We noted that the outcomes of ESRD events and doubling of serum creatinine level were inconsistent with the outcomes of kidney functions. This inconsistency might arise from the difference in the studies included in the analysis, as we analyzed 24 studies for the effects of statins on eGFR changes, but only 3 studies and 2 studies were available that examined the effects of statins on progression of CKD to ESRD and on doubling of serum creatinine level, respectively. The difference in clinical characteristics of the study participants across the analyses also contribute to the inconsistency in the outcomes. For instance, the mean baseline eGFR was 26.6 mL/min/ 1.73 m2 in the SHARP study[20]as compared to 30.5 mL/min/ 1.73 m2 in the LORD study[46]. In the SHARP study, the high proportion (63%) of non-dialysis patients with stage 4 or 5 CKD at randomization possibly diminished the beneficial effects of statin therapy on progression of CKD to ESRD. The differences across the studies in statin types used, the intensity of statin therapy, and the duration of patient follow-up are all factors that may influence the overall effects of statins on the progression of CKD. The LORD study, for instance, found that the decline in GFR was lessened during the first 2 years and at the end of the follow-up period, and no significant differences were found between the statin and placebo groups[46].

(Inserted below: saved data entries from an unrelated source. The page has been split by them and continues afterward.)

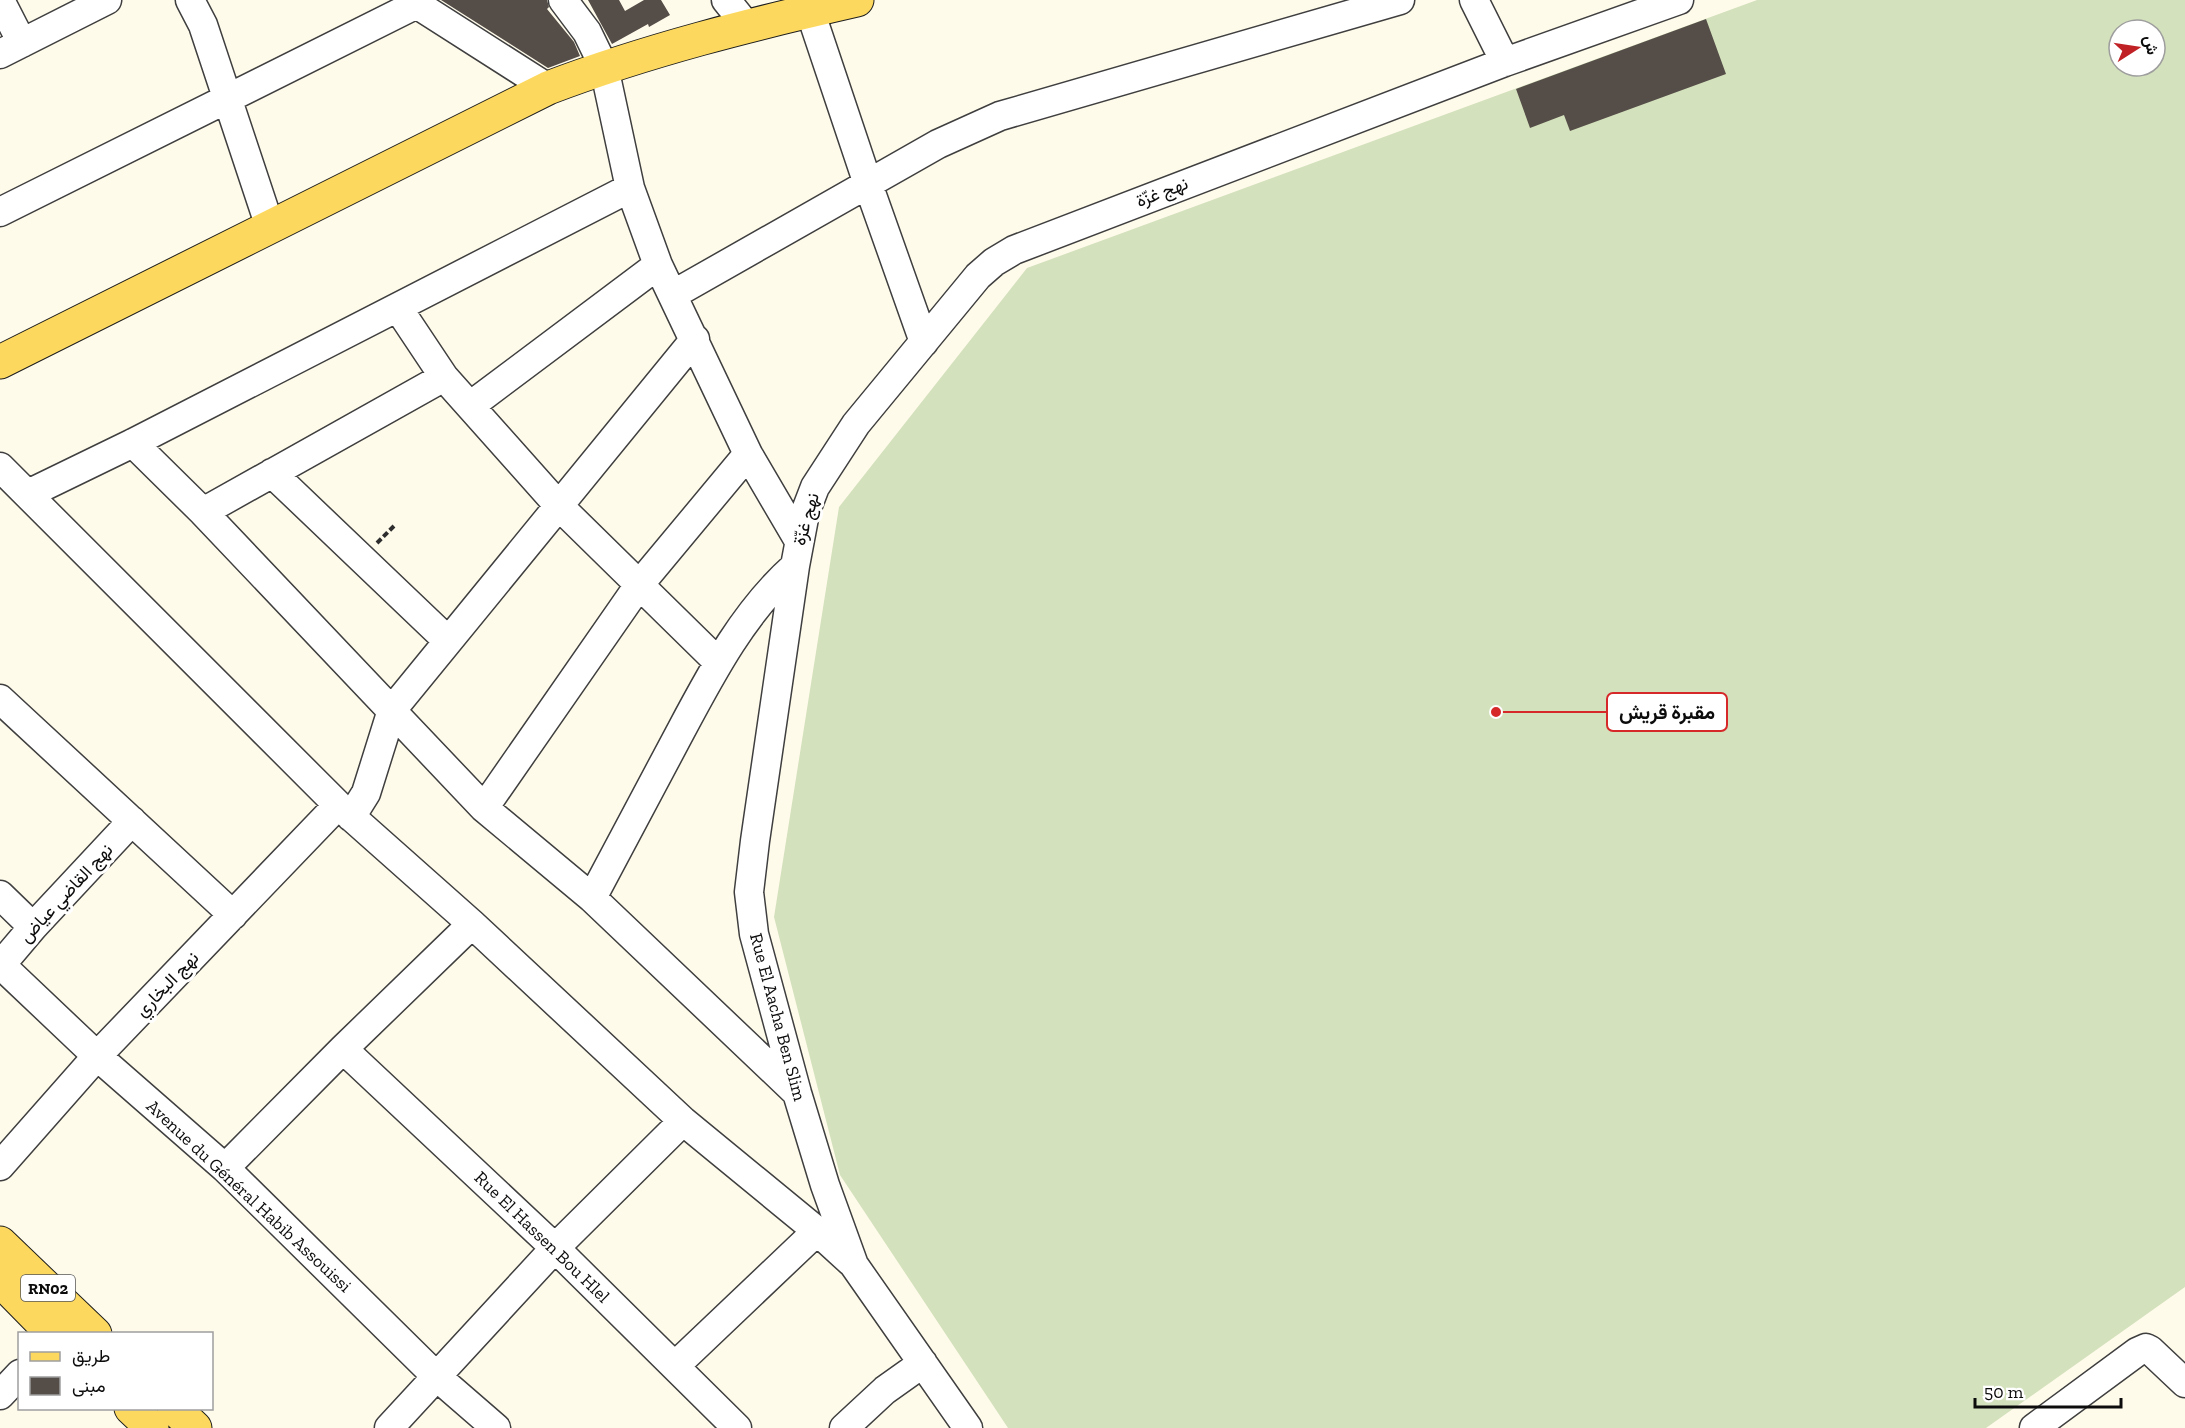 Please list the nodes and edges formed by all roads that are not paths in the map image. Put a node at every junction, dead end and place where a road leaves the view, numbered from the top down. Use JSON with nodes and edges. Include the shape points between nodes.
{"nodes":[{"id":1,"x":0,"y":0,"type":"edge"},
{"id":2,"x":107,"y":0,"type":"edge"},
{"id":3,"x":190,"y":0,"type":"edge"},
{"id":4,"x":563,"y":0,"type":"edge"},
{"id":5,"x":726,"y":0,"type":"edge"},
{"id":6,"x":856,"y":0,"type":"edge"},
{"id":7,"x":1400,"y":0,"type":"edge"},
{"id":8,"x":1474,"y":0,"type":"edge"},
{"id":9,"x":1679,"y":0,"type":"edge"},
{"id":10,"x":413,"y":2,"type":"edge"},
{"id":11,"x":810,"y":11,"type":"junction"},
{"id":12,"x":746,"y":25,"type":"junction"},
{"id":13,"x":11,"y":49,"type":"edge"},
{"id":14,"x":1505,"y":62,"type":"junction"},
{"id":15,"x":604,"y":67,"type":"junction"},
{"id":16,"x":548,"y":88,"type":"junction"},
{"id":17,"x":228,"y":99,"type":"junction"},
{"id":18,"x":868,"y":184,"type":"junction"},
{"id":19,"x":630,"y":188,"type":"junction"},
{"id":20,"x":0,"y":212,"type":"edge"},
{"id":21,"x":270,"y":227,"type":"junction"},
{"id":22,"x":658,"y":265,"type":"junction"},
{"id":23,"x":674,"y":294,"type":"junction"},
{"id":24,"x":398,"y":308,"type":"junction"},
{"id":25,"x":695,"y":339,"type":"junction"},
{"id":26,"x":924,"y":342,"type":"junction"},
{"id":27,"x":0,"y":362,"type":"edge"},
{"id":28,"x":444,"y":377,"type":"junction"},
{"id":29,"x":471,"y":406,"type":"junction"},
{"id":30,"x":133,"y":443,"type":"junction"},
{"id":31,"x":748,"y":454,"type":"junction"},
{"id":32,"x":0,"y":467,"type":"edge"},
{"id":33,"x":272,"y":473,"type":"junction"},
{"id":34,"x":28,"y":494,"type":"junction"},
{"id":35,"x":559,"y":506,"type":"junction"},
{"id":36,"x":203,"y":512,"type":"junction"},
{"id":37,"x":797,"y":553,"type":"junction"},
{"id":38,"x":639,"y":585,"type":"junction"},
{"id":39,"x":447,"y":640,"type":"junction"},
{"id":40,"x":718,"y":662,"type":"junction"},
{"id":41,"x":0,"y":699,"type":"edge"},
{"id":42,"x":392,"y":710,"type":"junction"},
{"id":43,"x":484,"y":808,"type":"junction"},
{"id":44,"x":344,"y":811,"type":"junction"},
{"id":45,"x":132,"y":820,"type":"junction"},
{"id":46,"x":0,"y":895,"type":"edge"},
{"id":47,"x":592,"y":898,"type":"junction"},
{"id":48,"x":233,"y":915,"type":"junction"},
{"id":49,"x":472,"y":924,"type":"junction"},
{"id":50,"x":33,"y":927,"type":"junction"},
{"id":51,"x":0,"y":966,"type":"edge"},
{"id":52,"x":343,"y":1049,"type":"junction"},
{"id":53,"x":97,"y":1056,"type":"junction"},
{"id":54,"x":797,"y":1093,"type":"junction"},
{"id":55,"x":683,"y":1121,"type":"junction"},
{"id":56,"x":0,"y":1166,"type":"edge"},
{"id":57,"x":225,"y":1168,"type":"junction"},
{"id":58,"x":817,"y":1231,"type":"junction"},
{"id":59,"x":0,"y":1243,"type":"edge"},
{"id":60,"x":555,"y":1248,"type":"junction"},
{"id":61,"x":854,"y":1265,"type":"junction"},
{"id":62,"x":0,"y":1280,"type":"edge"},
{"id":63,"x":51,"y":1332,"type":"edge"},
{"id":64,"x":93,"y":1332,"type":"edge"},
{"id":65,"x":923,"y":1363,"type":"junction"},
{"id":66,"x":675,"y":1366,"type":"junction"},
{"id":67,"x":18,"y":1376,"type":"edge"},
{"id":68,"x":436,"y":1376,"type":"junction"},
{"id":69,"x":2185,"y":1383,"type":"edge"},
{"id":70,"x":0,"y":1395,"type":"edge"},
{"id":71,"x":176,"y":1410,"type":"edge"},
{"id":72,"x":195,"y":1428,"type":"edge"},
{"id":73,"x":389,"y":1428,"type":"edge"},
{"id":74,"x":496,"y":1428,"type":"edge"},
{"id":75,"x":737,"y":1428,"type":"edge"},
{"id":76,"x":844,"y":1428,"type":"edge"},
{"id":77,"x":968,"y":1428,"type":"edge"},
{"id":78,"x":2034,"y":1428,"type":"edge"}],
"edges":[{"from":1,"to":13,"type":"street"},
{"from":2,"to":13,"type":"street"},
{"from":3,"to":17,"type":"street","via":[[203,25]]},
{"from":4,"to":15,"type":"street"},
{"from":5,"to":12,"type":"street"},
{"from":6,"to":11,"type":"main road"},
{"from":7,"to":18,"type":"street","via":[[1000,116],[938,144]]},
{"from":8,"to":14,"type":"street"},
{"from":9,"to":14,"type":"street","name":"نهج غزّة"},
{"from":10,"to":16,"type":"street"},
{"from":10,"to":17,"type":"street"},
{"from":11,"to":12,"type":"main road"},
{"from":11,"to":18,"type":"street"},
{"from":12,"to":15,"type":"main road"},
{"from":14,"to":26,"type":"street","name":"نهج غزّة","via":[[1014,250],[978,276]]},
{"from":15,"to":16,"type":"main road"},
{"from":15,"to":19,"type":"street"},
{"from":16,"to":21,"type":"main road"},
{"from":17,"to":20,"type":"street"},
{"from":17,"to":21,"type":"street"},
{"from":18,"to":23,"type":"street"},
{"from":18,"to":26,"type":"street"},
{"from":19,"to":22,"type":"street"},
{"from":19,"to":24,"type":"street"},
{"from":21,"to":27,"type":"main road"},
{"from":22,"to":23,"type":"street"},
{"from":22,"to":29,"type":"street"},
{"from":23,"to":25,"type":"street"},
{"from":24,"to":28,"type":"street"},
{"from":24,"to":30,"type":"street"},
{"from":25,"to":31,"type":"street"},
{"from":25,"to":35,"type":"street"},
{"from":26,"to":37,"type":"street","name":"نهج غزّة","via":[[837,451],[815,487]]},
{"from":28,"to":29,"type":"street"},
{"from":28,"to":33,"type":"street"},
{"from":29,"to":35,"type":"street"},
{"from":30,"to":34,"type":"street"},
{"from":30,"to":36,"type":"street"},
{"from":31,"to":37,"type":"street"},
{"from":31,"to":38,"type":"street"},
{"from":32,"to":34,"type":"street"},
{"from":33,"to":36,"type":"street"},
{"from":33,"to":39,"type":"street"},
{"from":34,"to":44,"type":"street"},
{"from":35,"to":38,"type":"street"},
{"from":35,"to":39,"type":"street"},
{"from":36,"to":42,"type":"street"},
{"from":37,"to":40,"type":"street"},
{"from":37,"to":54,"type":"street","name":"Rue El Aacha Ben Slim","via":[[749,892],[754,934]]},
{"from":38,"to":40,"type":"street"},
{"from":38,"to":43,"type":"street"},
{"from":39,"to":42,"type":"street"},
{"from":40,"to":47,"type":"street"},
{"from":41,"to":45,"type":"street"},
{"from":42,"to":43,"type":"street"},
{"from":42,"to":44,"type":"street","name":"نهج البخاري","via":[[366,793]]},
{"from":43,"to":47,"type":"street"},
{"from":44,"to":48,"type":"street","name":"نهج البخاري"},
{"from":44,"to":49,"type":"street"},
{"from":45,"to":48,"type":"street"},
{"from":45,"to":50,"type":"street","name":"نهج القاضي عياض"},
{"from":46,"to":50,"type":"street"},
{"from":47,"to":54,"type":"street"},
{"from":48,"to":53,"type":"street","name":"نهج البخاري"},
{"from":49,"to":52,"type":"street"},
{"from":49,"to":55,"type":"street"},
{"from":50,"to":51,"type":"street","name":"نهج القاضي عياض"},
{"from":51,"to":53,"type":"street","name":"Avenue du Général Habib Assouissi"},
{"from":52,"to":57,"type":"street"},
{"from":52,"to":60,"type":"street","name":"Rue El Hassen Bou Hlel"},
{"from":53,"to":56,"type":"street","name":"نهج البخاري"},
{"from":53,"to":57,"type":"street","name":"Avenue du Général Habib Assouissi"},
{"from":54,"to":61,"type":"street","name":"Rue El Aacha Ben Slim"},
{"from":55,"to":58,"type":"street"},
{"from":55,"to":60,"type":"street"},
{"from":57,"to":68,"type":"street","name":"Avenue du Général Habib Assouissi"},
{"from":58,"to":61,"type":"street"},
{"from":58,"to":66,"type":"street"},
{"from":59,"to":64,"type":"main road","number":"RN02"},
{"from":60,"to":66,"type":"street","name":"Rue El Hassen Bou Hlel"},
{"from":60,"to":68,"type":"street"},
{"from":61,"to":65,"type":"street","name":"Rue El Aacha Ben Slim"},
{"from":62,"to":63,"type":"main road","number":"RN02"},
{"from":65,"to":76,"type":"street","via":[[885,1390]]},
{"from":65,"to":77,"type":"street","name":"Rue El Aacha Ben Slim"},
{"from":66,"to":75,"type":"street","name":"Rue El Hassen Bou Hlel"},
{"from":67,"to":70,"type":"street"},
{"from":68,"to":73,"type":"street"},
{"from":68,"to":74,"type":"street","name":"Avenue du Général Habib Assouissi"},
{"from":69,"to":78,"type":"street","via":[[2146,1348]]},
{"from":71,"to":72,"type":"main road"}]}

There were some limitations in our analysis. First, we included post-hoc analyses of CKD subgroups from RCTs not specifically designed to assess patients with CKD, which may have introduced bias; Second, few of the included studies directly addressed the effects of statins on renal outcomes in CKD patients; Third, the measurement of kidney function differed among some RCTs; Fourth, although there was no substantial heterogeneity in this study, we should not ignore the differences among the RCTs, especially the clinical heterogeneity; Lastly, in some studies, patients also received concomitant therapy, which may introduce bias to our results.

Conclusion

Although statins may not prevent the progression of CKD to ESRD and the doubling of the serum creatinine level, they appear to improve GFR or reduce the decline in GFR in CKD patients. These effects of statins are probably associated with the patients' baseline eGFR level, statin types used, and the intensity of statin therapy received.